CompilerDev/Implementing Conditional Statements And Loops

From OSDev.wiki
Revision as of 00:51, 27 October 2016 by osdev>Schol-r-lea (Created page with "= General Concepts = For a conventional instruction set architecture such as x86, ARM, 8051, MIPS, or most other CPU types in widespread use at this time (2016), conditional ...")
(diff) ← Older revision | Latest revision (diff) | Newer revision → (diff)
Jump to navigation Jump to search

General Concepts

For a conventional instruction set architecture such as x86, ARM, 8051, MIPS, or most other CPU types in widespread use at this time (2016), conditional statements such as if/elsif/else, and loop constructs such as for or while, are generally implemented through a combination of tests, conditional jumps/branches (jz, beq, etc.) and unconditional branches (jmp, bra, j, etc.). While some common ISAs have special-purpose instructions for repetition or looping (e.g., the REP and LOOP instructions on the x86), few compilers use them due to the added work of determining where they can be applied.

For the examples below, MIPS R2000 assembly language (including pseudo-instructions) is used. It is assumed that the compiler produces assembly language; for compilers that generate an Executable File directly, the compiler must handle the housekeeping (e.g., tracking branch targets) that would otherwise be done b the assembler.

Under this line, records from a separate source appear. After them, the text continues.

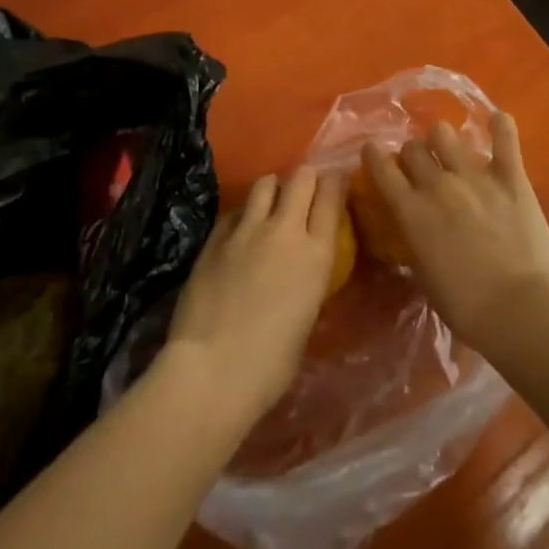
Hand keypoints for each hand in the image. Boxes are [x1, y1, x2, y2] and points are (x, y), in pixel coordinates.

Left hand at [162, 166, 343, 433]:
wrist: (211, 370)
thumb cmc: (270, 364)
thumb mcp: (307, 318)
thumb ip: (308, 281)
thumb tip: (301, 271)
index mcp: (316, 254)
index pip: (332, 195)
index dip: (336, 183)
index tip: (337, 183)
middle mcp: (284, 230)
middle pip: (301, 177)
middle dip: (306, 179)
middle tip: (304, 193)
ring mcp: (246, 230)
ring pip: (265, 183)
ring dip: (273, 189)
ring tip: (272, 204)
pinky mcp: (215, 238)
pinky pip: (235, 210)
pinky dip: (243, 213)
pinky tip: (241, 230)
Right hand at [360, 112, 548, 355]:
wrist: (519, 308)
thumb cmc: (466, 307)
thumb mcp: (424, 275)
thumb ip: (416, 242)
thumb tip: (414, 228)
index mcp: (412, 212)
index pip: (381, 168)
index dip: (374, 156)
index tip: (373, 152)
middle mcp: (438, 185)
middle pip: (413, 148)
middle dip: (413, 154)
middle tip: (422, 166)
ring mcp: (475, 177)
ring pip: (445, 134)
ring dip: (444, 139)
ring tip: (452, 149)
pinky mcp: (511, 177)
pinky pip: (504, 138)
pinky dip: (500, 126)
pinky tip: (498, 121)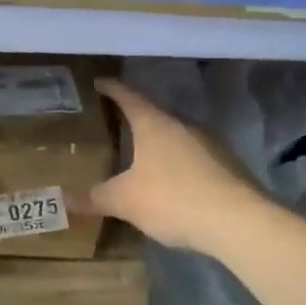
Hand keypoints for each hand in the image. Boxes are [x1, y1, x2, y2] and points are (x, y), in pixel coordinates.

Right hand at [88, 77, 265, 251]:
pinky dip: (178, 163)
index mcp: (155, 123)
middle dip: (134, 119)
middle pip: (154, 114)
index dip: (111, 88)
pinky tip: (171, 182)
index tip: (98, 82)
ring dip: (159, 143)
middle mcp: (183, 125)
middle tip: (114, 124)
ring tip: (140, 155)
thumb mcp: (126, 201)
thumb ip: (96, 197)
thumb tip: (65, 199)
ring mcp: (210, 143)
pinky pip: (194, 157)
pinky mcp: (228, 165)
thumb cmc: (173, 199)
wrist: (240, 222)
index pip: (128, 95)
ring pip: (176, 136)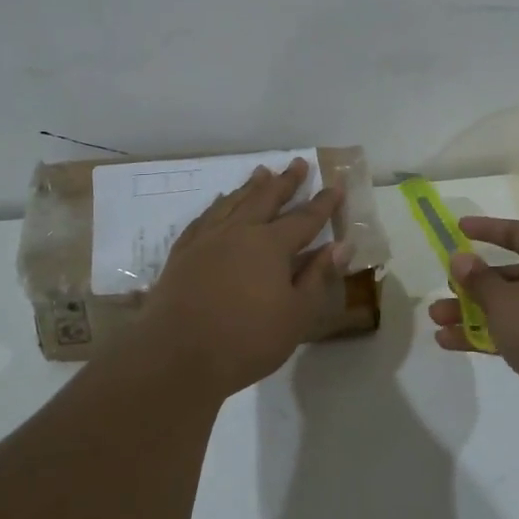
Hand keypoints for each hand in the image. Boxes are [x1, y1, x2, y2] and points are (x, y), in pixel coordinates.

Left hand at [139, 158, 349, 397]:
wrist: (177, 355)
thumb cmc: (247, 339)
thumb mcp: (296, 314)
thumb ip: (318, 276)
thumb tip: (341, 245)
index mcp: (271, 245)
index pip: (305, 218)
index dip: (323, 204)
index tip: (335, 186)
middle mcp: (239, 232)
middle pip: (266, 199)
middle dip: (286, 182)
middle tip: (298, 163)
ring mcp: (206, 239)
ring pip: (233, 202)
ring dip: (250, 187)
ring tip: (261, 172)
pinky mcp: (182, 253)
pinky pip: (204, 218)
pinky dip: (217, 206)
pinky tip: (219, 204)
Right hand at [428, 217, 518, 435]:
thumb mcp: (505, 301)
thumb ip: (478, 279)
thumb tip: (461, 258)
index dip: (489, 229)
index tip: (459, 228)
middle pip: (512, 275)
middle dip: (473, 284)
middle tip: (446, 289)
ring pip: (511, 308)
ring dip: (473, 313)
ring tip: (437, 321)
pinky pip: (517, 334)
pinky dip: (487, 335)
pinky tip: (452, 343)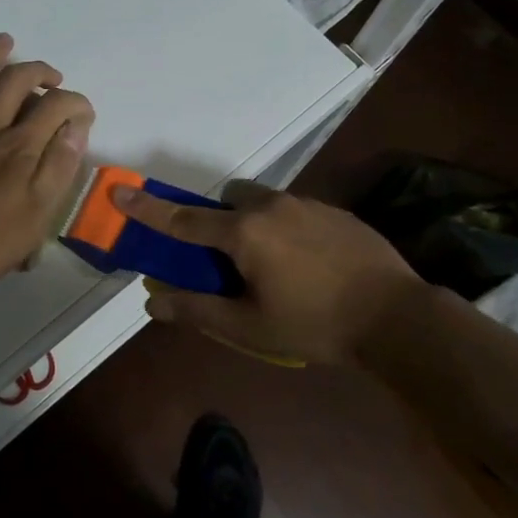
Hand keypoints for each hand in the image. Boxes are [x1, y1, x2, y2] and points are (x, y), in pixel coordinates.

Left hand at [0, 33, 94, 290]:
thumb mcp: (36, 216)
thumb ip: (58, 168)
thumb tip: (76, 128)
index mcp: (19, 148)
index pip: (55, 107)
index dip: (75, 103)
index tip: (82, 112)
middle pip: (14, 82)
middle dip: (37, 70)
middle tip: (49, 75)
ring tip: (5, 41)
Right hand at [112, 182, 422, 366]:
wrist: (397, 316)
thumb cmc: (315, 324)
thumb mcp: (249, 327)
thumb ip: (197, 311)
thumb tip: (151, 302)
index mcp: (244, 233)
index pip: (183, 219)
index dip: (148, 208)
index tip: (119, 191)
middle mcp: (272, 207)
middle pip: (228, 201)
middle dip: (218, 221)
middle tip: (228, 261)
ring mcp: (307, 204)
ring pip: (263, 203)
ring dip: (254, 225)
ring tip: (275, 267)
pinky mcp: (335, 212)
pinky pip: (295, 211)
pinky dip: (286, 229)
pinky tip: (307, 265)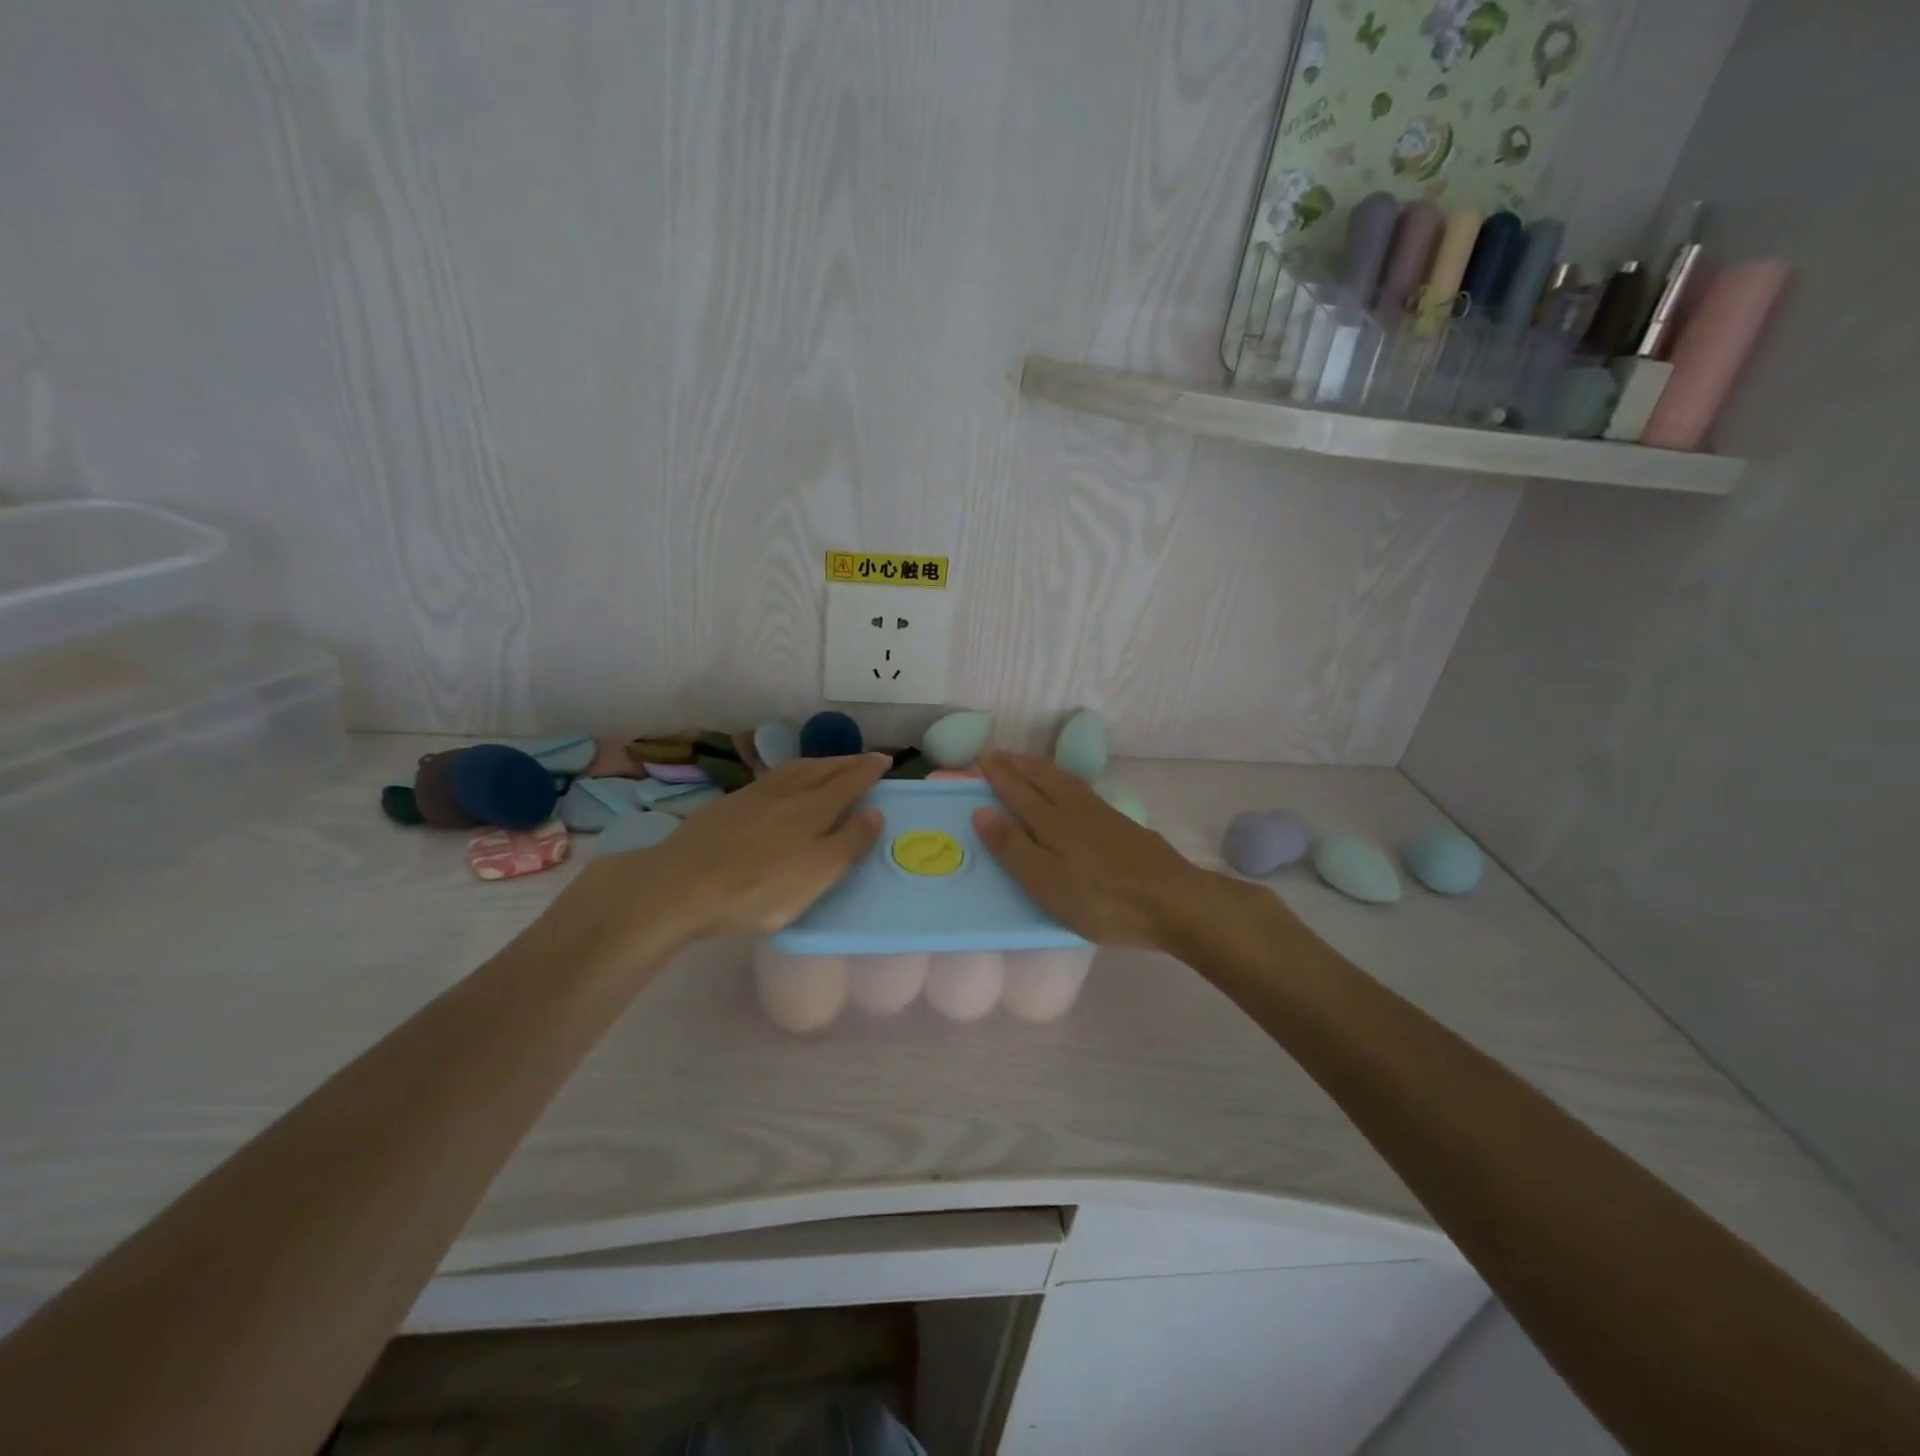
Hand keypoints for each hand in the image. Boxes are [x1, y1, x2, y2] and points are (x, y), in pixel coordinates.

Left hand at [551, 754, 888, 965]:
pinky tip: (784, 782)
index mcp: (814, 808)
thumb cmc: (759, 888)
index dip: (869, 770)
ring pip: (795, 769)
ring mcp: (754, 795)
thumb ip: (850, 843)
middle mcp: (787, 792)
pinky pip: (771, 777)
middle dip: (848, 762)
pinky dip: (790, 772)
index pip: (850, 781)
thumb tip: (875, 812)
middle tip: (865, 759)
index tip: (886, 760)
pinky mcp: (728, 804)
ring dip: (819, 763)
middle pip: (823, 769)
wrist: (681, 885)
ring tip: (830, 764)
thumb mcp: (817, 875)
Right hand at [973, 751, 1222, 949]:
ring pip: (1066, 781)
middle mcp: (1075, 810)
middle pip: (1043, 778)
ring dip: (1043, 768)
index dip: (999, 774)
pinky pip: (1084, 790)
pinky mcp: (1123, 826)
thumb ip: (1013, 847)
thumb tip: (981, 810)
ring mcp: (1103, 815)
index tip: (982, 755)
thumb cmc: (1100, 899)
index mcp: (1051, 823)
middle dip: (1019, 764)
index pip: (1018, 791)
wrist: (1171, 900)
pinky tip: (1073, 789)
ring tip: (1030, 762)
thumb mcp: (1046, 881)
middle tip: (1000, 753)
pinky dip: (1066, 780)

General Conditional Statements

If

A naive implementation of a basic if statement will generally consist of a conditional branch to the code for the when the condition is true (the consequent), an unconditional branch past the end of the consequent, and the consequent itself:

    if (a == b)
    {
        /* do something */
    }

The generated code (assuming that $t0 == a and $t1 == b already) might look like:

        beq $t0, $t1, main.if0.true
        j main.if0.end
main.if0.true:
        ;;; consequent
main.if0.end:

For compound conditionals, such as

    if (a == b && b <= c)
        /* do something */
    }

it could generate

        bge $t0, $t1, main.if1.and0
        j main.if1.end
main.if.and0:
        blt $t0, $t2, main.if1.true
        j main.if1.end
main.if1.true:
        ;;; consequent
main.if1.end:


Note that the compiler has to generate a unique label or target table listing for each of the branch targets; the simplest implementation of this is to keep a count of the labels, and assign them a separate label name with the count appended to it. For the sake of readability, the example code uses a local label with the function name (main, in this case), the type of expression, and the count of the expressions of this type.

Thus, for nested ifs, such as

    if (a == b)
    {
        if (b <= c)
        {
            /* do the inner clause */
        }
        /* do the rest of the outer clause 8/
    }


it might produce:

        bge $t0, $t1, main.if2.true
        j main.if2.end
main.if2.true:
        blt $t0, $t2, main.if3.true
        j main.if3.end
main.if3.true:
        ;;; consequent
main.if3.end:
        ;;; remaining code
main.if2.end:


Basic Optimizations

An obvious, and reasonably simple, optimization of this is to negate or reverse the condition, thus eliminating the need for the unconditional branch:

        bne $t0, $t1, main.if4.true
main.if4.true:
        ;;; consequent
main.if4.end:

Similarly, for nested ifs where the inner if is the first or last clause of the outer loop, then it can remove an extraneous labels:

        blt $t0, $t1, main.if5.end
        bge $t0, $t2, main.if6.end
        ;;; inner consequent
main.if6.end:
        ;;; remaining code o outer consequent
main.if2.end:


Definite Loops

The naive implementation of a definite loop is a conditional branch at the start of the loop and an unconditional branch back to that conditional branch at the end of the loop, which is also the naive implementation of an explicit for loop. An example in MIPS assembly code (using pseudo-instructions) might be:

        clear $t0                 
        move $t1, for_loop_count    
for1.start:
        bge $t0, $t1, for1.end        ; if t1 is greater than or equal to t0, jump past the loop     
        ;;  body of the loop here
        addi $t0, $t0, 1
        bra for1.start
for1.end


However, even a naive compiler will usually do an unconditional branch, followed by the loop label, followed by the body, and then put the loop condition as the target of the original unconditional branch with the condition negated or reversed:

   clear $t0
        move $t1, for_loop_count    
        BRA for1.test
for1.start:
        ;;  body of the loop here
        addi $t0, $t0, 1
for1.test:
        BLT $t0, $t1, for1.start        ; if t1 is less than to t0, jump past the loop 
for1.end


This means that after the loop entry, the loop has just the unconditional branch, making it faster. For a hand-coded recursive descent compiler, the parsing process actually makes this almost as easy to do as the naive form described earlier - the only complications are that you need to pass the endpoint label to the function parsing the body in case there is a break or continue, and it makes debugging marginally harder because the test isn't where you expect. It is even simpler the tail call optimization, and unlike TCO, it doesn't smash the stack trace.